[DIRECTIONS] From the listing below, pull each line that includes "WAVERLEY".

[DATA EXTRACTS]

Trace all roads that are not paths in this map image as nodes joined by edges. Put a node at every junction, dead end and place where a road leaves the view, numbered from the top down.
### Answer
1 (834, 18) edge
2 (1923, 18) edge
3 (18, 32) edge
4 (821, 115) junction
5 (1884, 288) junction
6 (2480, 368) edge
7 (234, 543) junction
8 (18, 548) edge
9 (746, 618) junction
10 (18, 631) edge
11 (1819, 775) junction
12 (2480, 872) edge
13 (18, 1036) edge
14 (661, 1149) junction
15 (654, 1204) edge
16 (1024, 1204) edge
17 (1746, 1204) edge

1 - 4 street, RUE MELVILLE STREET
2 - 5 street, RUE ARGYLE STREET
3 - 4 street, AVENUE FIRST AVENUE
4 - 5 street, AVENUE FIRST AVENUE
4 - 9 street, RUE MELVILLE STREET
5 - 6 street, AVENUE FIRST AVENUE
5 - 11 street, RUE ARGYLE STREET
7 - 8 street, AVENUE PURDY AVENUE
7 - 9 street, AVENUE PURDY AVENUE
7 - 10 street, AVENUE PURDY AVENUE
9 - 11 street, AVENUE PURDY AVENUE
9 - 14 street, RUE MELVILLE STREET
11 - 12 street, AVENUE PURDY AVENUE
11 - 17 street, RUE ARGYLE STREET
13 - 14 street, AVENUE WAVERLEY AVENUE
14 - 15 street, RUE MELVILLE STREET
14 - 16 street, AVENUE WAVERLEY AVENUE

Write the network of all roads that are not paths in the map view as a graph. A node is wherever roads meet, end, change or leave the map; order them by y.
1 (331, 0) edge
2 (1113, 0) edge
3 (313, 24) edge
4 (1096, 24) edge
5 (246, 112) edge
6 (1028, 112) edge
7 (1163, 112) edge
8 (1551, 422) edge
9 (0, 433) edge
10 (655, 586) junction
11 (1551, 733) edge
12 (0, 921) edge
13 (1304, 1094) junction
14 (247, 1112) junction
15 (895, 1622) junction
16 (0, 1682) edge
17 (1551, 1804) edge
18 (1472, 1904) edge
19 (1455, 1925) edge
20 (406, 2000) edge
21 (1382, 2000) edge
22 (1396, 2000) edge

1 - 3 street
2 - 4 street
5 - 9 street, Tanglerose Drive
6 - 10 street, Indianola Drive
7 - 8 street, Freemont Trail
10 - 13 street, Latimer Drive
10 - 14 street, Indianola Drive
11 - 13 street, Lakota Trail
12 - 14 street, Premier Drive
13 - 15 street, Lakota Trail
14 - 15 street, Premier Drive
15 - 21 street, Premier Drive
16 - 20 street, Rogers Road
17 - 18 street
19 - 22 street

[EXERCISE OUTPUT]
13 - 14 street, AVENUE WAVERLEY AVENUE
14 - 16 street, AVENUE WAVERLEY AVENUE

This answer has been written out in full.